Quite long post so let’s start with some context: Weather data have a central role in our architecture. A weather data is mainly composed of five values:
But we could also have some more custom values.
Our specificities are:
Missing values: All this five values are not always available from one weather station. Sometimes we need to take missing values from the nearest weather stations (ex: global radiation)
Sampling rate: For one given weather station, sampling rates can be different between the five values.
Virtual stations: We also have special “virtual” weather stations, that are composed of separated weather sensors (from real weather stations).
In all cases, at the end of the acquisition process, for each event in a weather station (real or virtual) we need to calculate some higher level indices from this five values. Some of this five values or higher level indices are aggregated daily.
We plan to use Spark for data processing.
Which of these three models is the most relevant and that would not deprive us of Cassandra benefits?
How to manage relations between sensors and weather_stations (missing data and virtual stations)?
CREATE TABLE sensor_data {
sensor_id uuid
day text,
timestamp timestamp,
sensor_type text,
value double,
weather_station_id
PRIMARY KEY ((sensor_id, day), timestamp)
}
CREATE TABLE weather_data {
weather_station_id uuid,
day date,
timestamp timestamp,
sensor_data seq<sensor_data>
PRIMARY KEY ((weather_station_id, day), timestamp)
}
CREATE TABLE weather_temperature {
sensor_id uuid,
day text,
timestamp timestamp,
value double,
weather_station_id
PRIMARY KEY ((sensor_id, day), timestamp)
}
CREATE TABLE weather_rain {
...
}
Same for all kind of measurements. Then from these tables we need to process data to aggregate everything, filling missing values and repeating values with lower sampling rate.
CREATE TABLE weather_data (
weather_station_id uuid,
day date,
timestamp timestamp,
...
PRIMARY KEY ((weather_station_id, day), timestamp)
);
CREATE TABLE weather_data (
weather_station_id text,
day date,
timestamp timestamp,
temperature float,
rain float,
global_radiation float,
relative_humidity float,
wind_speed float,
wind_direction float,
PRIMARY KEY ((weather_station_id, day), timestamp)
);
Then we fill a weather_data_processed table with virtual station, missing values and repeat values with lower sampling rate.
To answer this question it's important to understand how you plan to query the data with cql.
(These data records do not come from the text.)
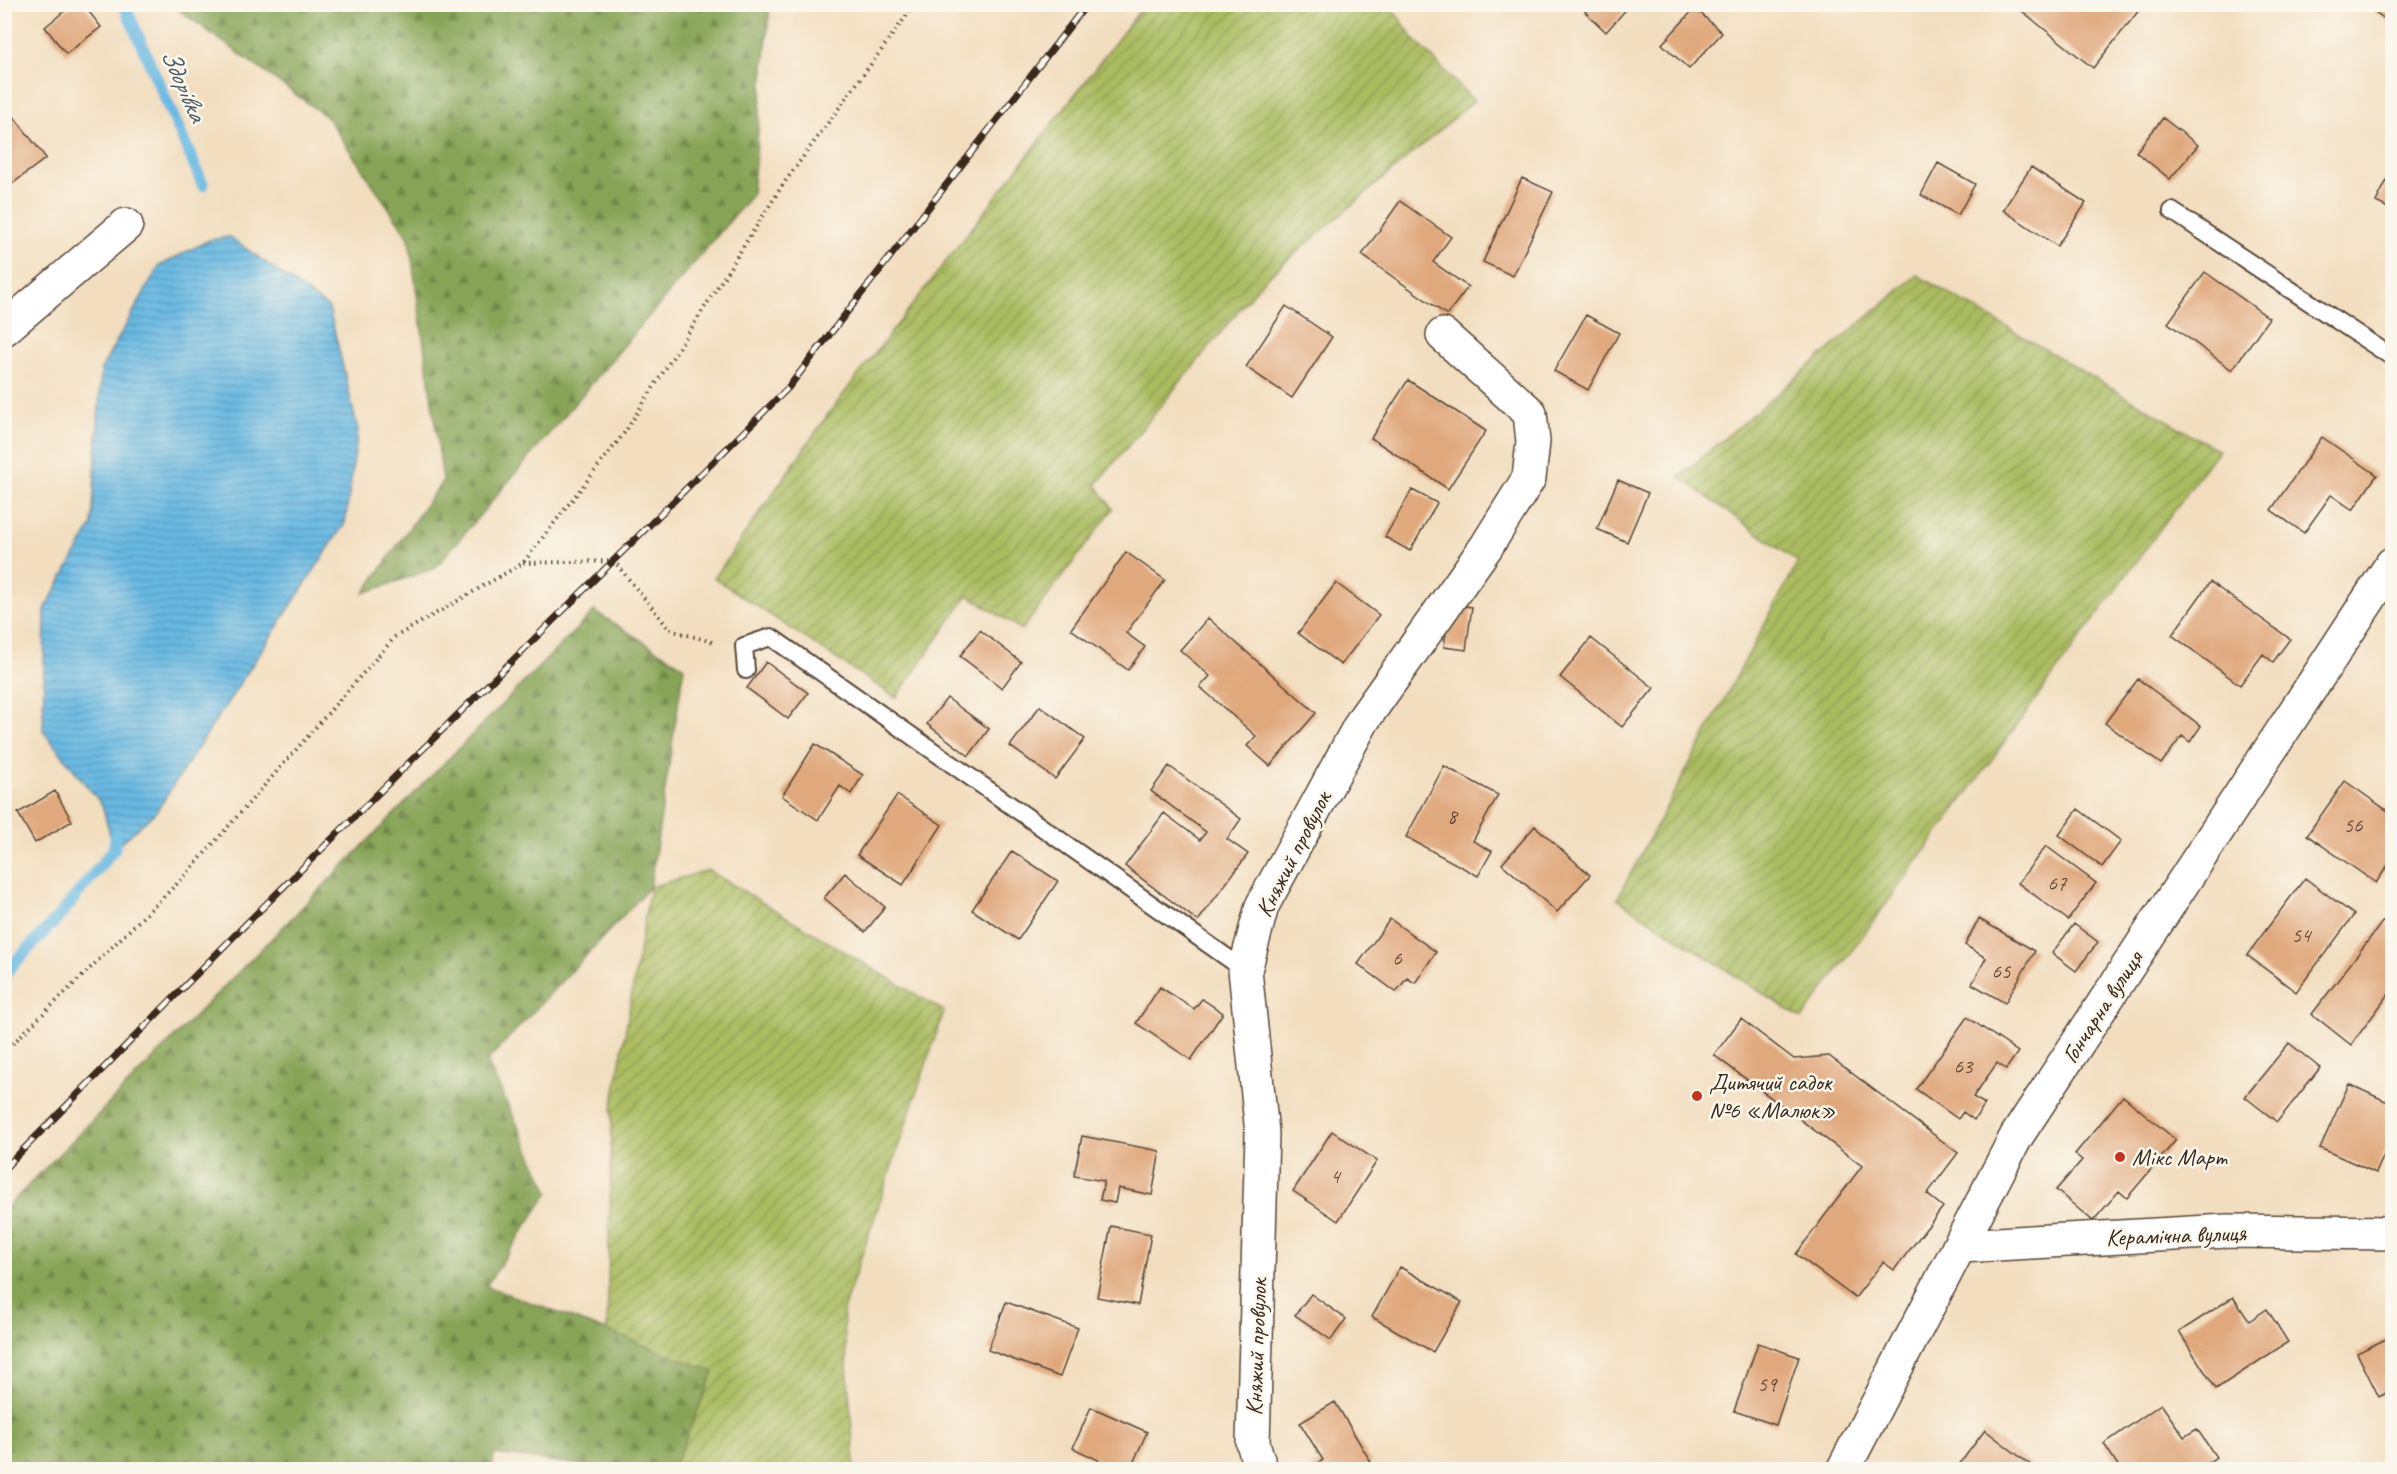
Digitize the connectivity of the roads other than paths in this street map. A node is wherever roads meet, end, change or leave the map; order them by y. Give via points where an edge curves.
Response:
1 (2172, 211) dead end
2 (126, 225) dead end
3 (4, 329) edge
4 (1443, 335) dead end
5 (2392, 357) edge
6 (2392, 564) edge
7 (746, 670) dead end
8 (1245, 970) junction
9 (2392, 1233) edge
10 (1961, 1246) junction
11 (1261, 1470) edge
12 (1843, 1470) edge

1 - 5 lane
2 - 3 street
4 - 8 street, Княжий провулок via 1530,413 1533,442 1529,478 1486,547 1363,720 1262,906
6 - 10 street, Гончарна вулиця via 2016,1137
7 - 8 lane via 744,646 771,637
8 - 11 street, Княжий провулок via 1262,1133 1253,1443
9 - 10 street, Керамічна вулиця via 2227,1231
10 - 12 street, Гончарна вулиця

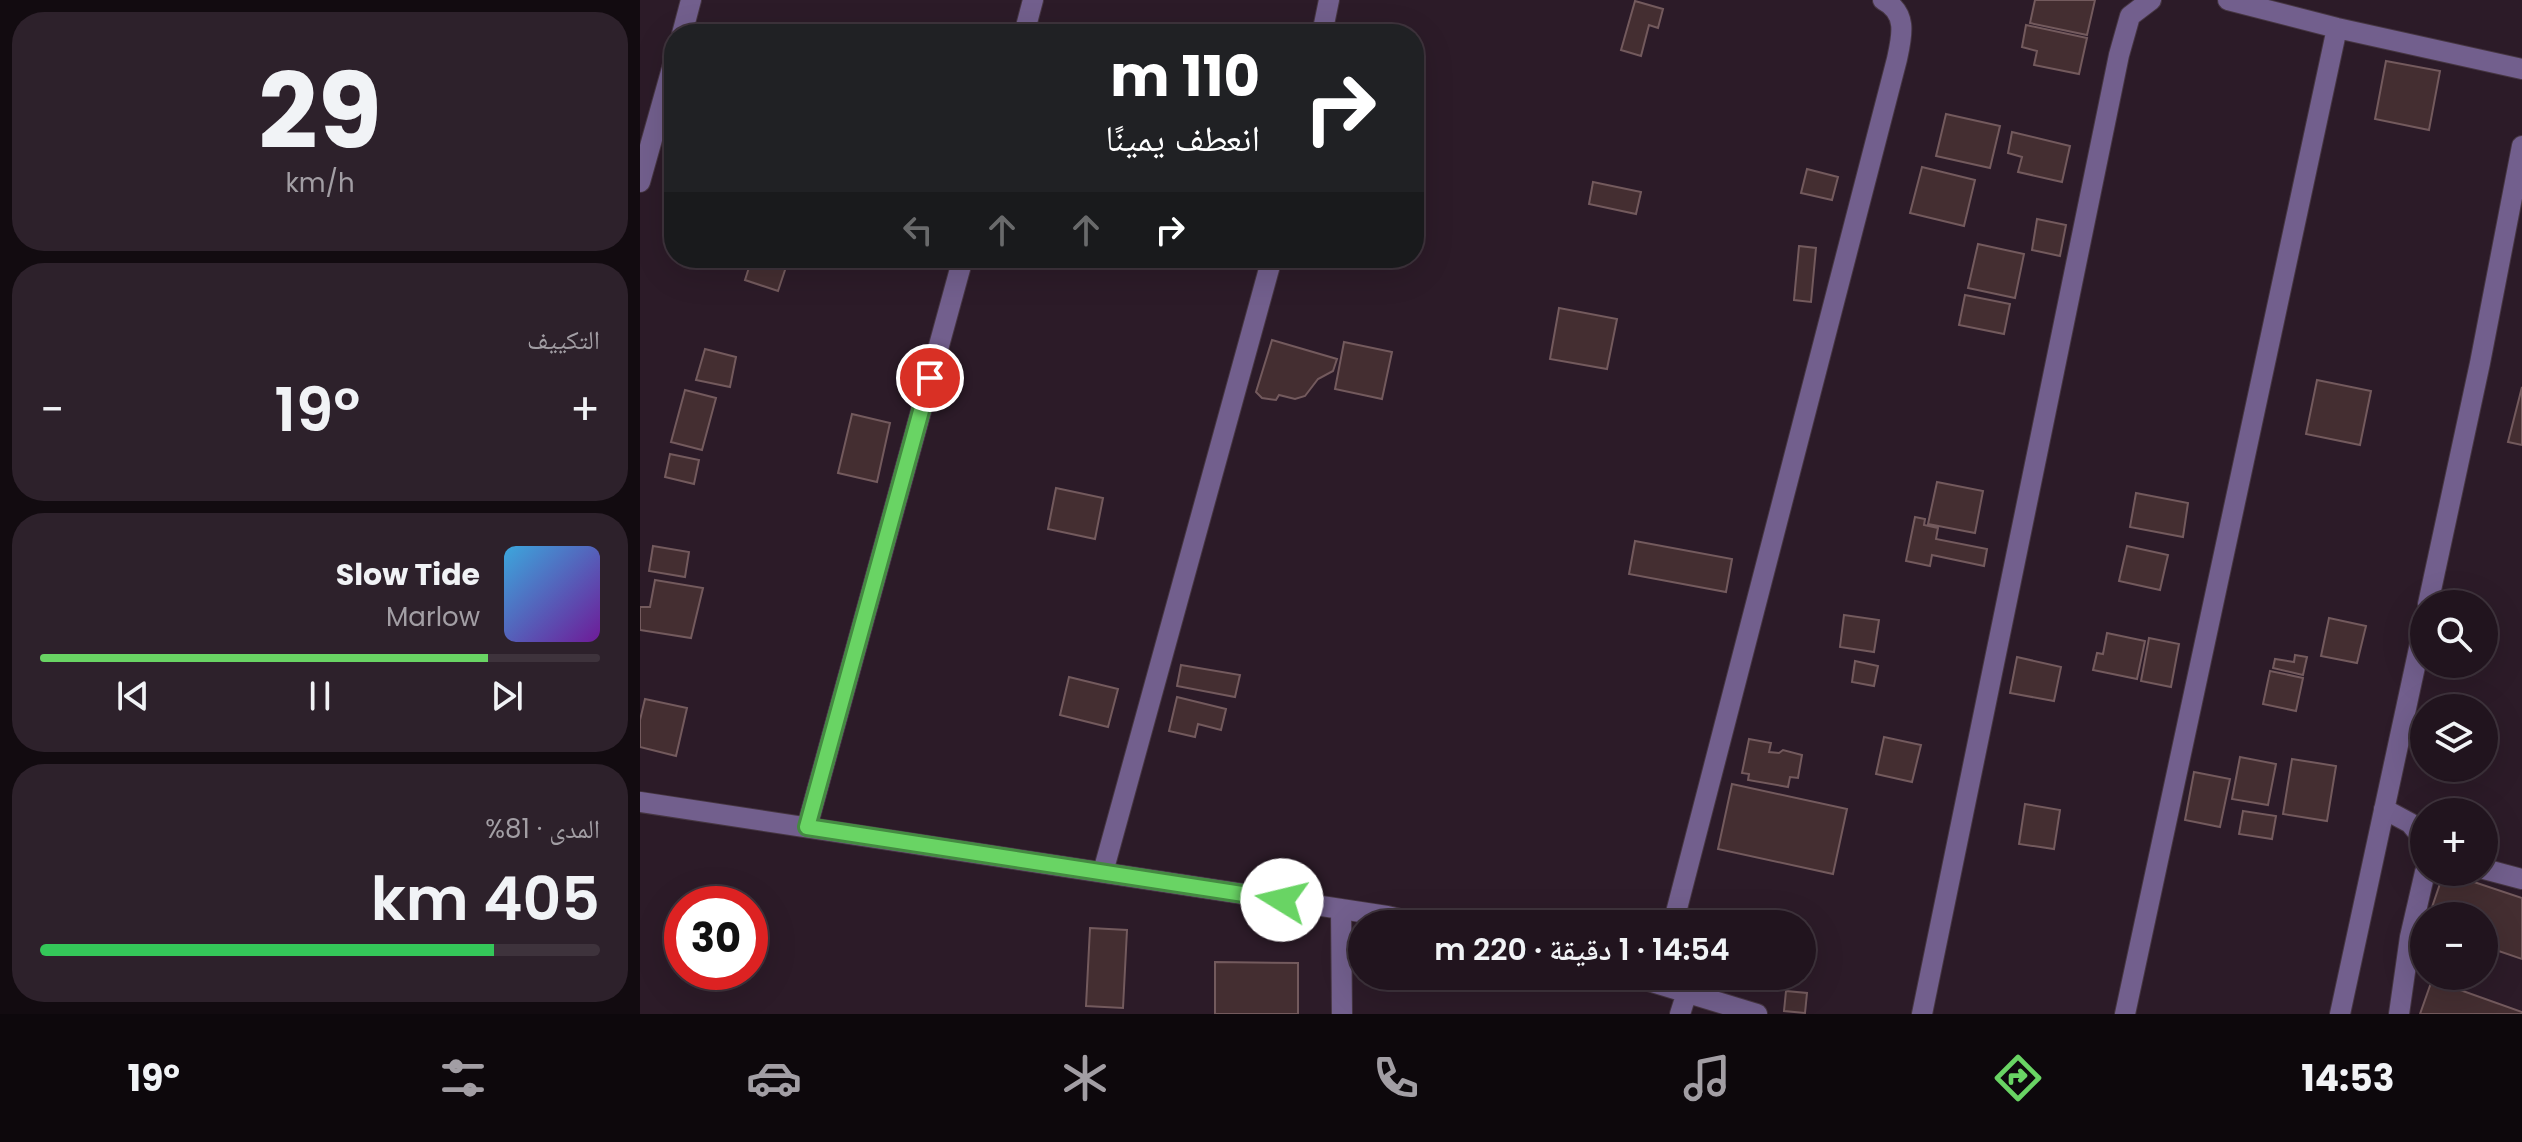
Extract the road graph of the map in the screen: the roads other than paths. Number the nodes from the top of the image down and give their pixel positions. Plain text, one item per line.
1 (691, 0) edge
2 (1033, 0) edge
3 (1329, 0) edge
4 (1883, 0) edge
5 (2151, 0) edge
6 (2228, 0) edge
7 (685, 24) edge
8 (1027, 24) edge
9 (1324, 24) edge
10 (2337, 28) junction
11 (2522, 69) edge
12 (664, 97) edge
13 (2522, 146) edge
14 (640, 182) edge
15 (960, 268) edge
16 (1269, 268) edge
17 (2431, 590) edge
18 (2412, 678) edge
19 (640, 802) edge
20 (2384, 809) junction
21 (2410, 823) edge
22 (807, 827) junction
23 (1103, 872) junction
24 (2498, 873) edge
25 (2522, 879) edge
26 (2422, 886) edge
27 (1341, 909) junction
28 (1348, 910) edge
29 (1677, 910) edge
30 (1683, 990) edge
31 (1687, 992) junction
32 (1342, 1014) edge
33 (1680, 1014) edge
34 (1757, 1014) edge
35 (1922, 1014) edge
36 (2125, 1014) edge
37 (2340, 1014) edge
38 (2399, 1014) edge

1 - 7 street
2 - 8 street
3 - 9 street
4 - 29 street
5 - 35 street
6 - 10 street
10 - 11 street
10 - 36 street
12 - 14 street
13 - 17 street
15 - 22 street
16 - 23 street
18 - 20 street
19 - 22 street
20 - 21 street
20 - 37 street
22 - 23 street
23 - 27 street
24 - 25 street
26 - 38 street
27 - 28 street
27 - 32 street
30 - 31 street
31 - 33 street
31 - 34 street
Can you provide a bit more information about that?
To solve the problem of 'virtual weather stations' you could go with something like this:
CREATE TABLE weather_data_station_sensor (
weather_station_id text,
sensor_id text,
day date,
timestamp timestamp,
temperature float,
rain float,
global_radiation float,
relative_humidity float,
wind_speed float,
wind_direction float,
PRIMARY KEY ((weather_station_id, day), sensor_id, timestamp)
);
And use the same table for real and virtual stations. When you get a reading from a sensor that belongs in both a real station and a virtual station you do two (or more updates) using a BATCH. For example:
BEGIN BATCH
INSERT INTO weather_data_station_sensor (weather_station_id, sensor_id ...etc) VALUES ('station_1', 'id_1' ... etc);
INSERT INTO weather_data_station_sensor (weather_station_id, sensor_id ...etc) VALUES ('station_2', 'id_1' ... etc);
APPLY BATCH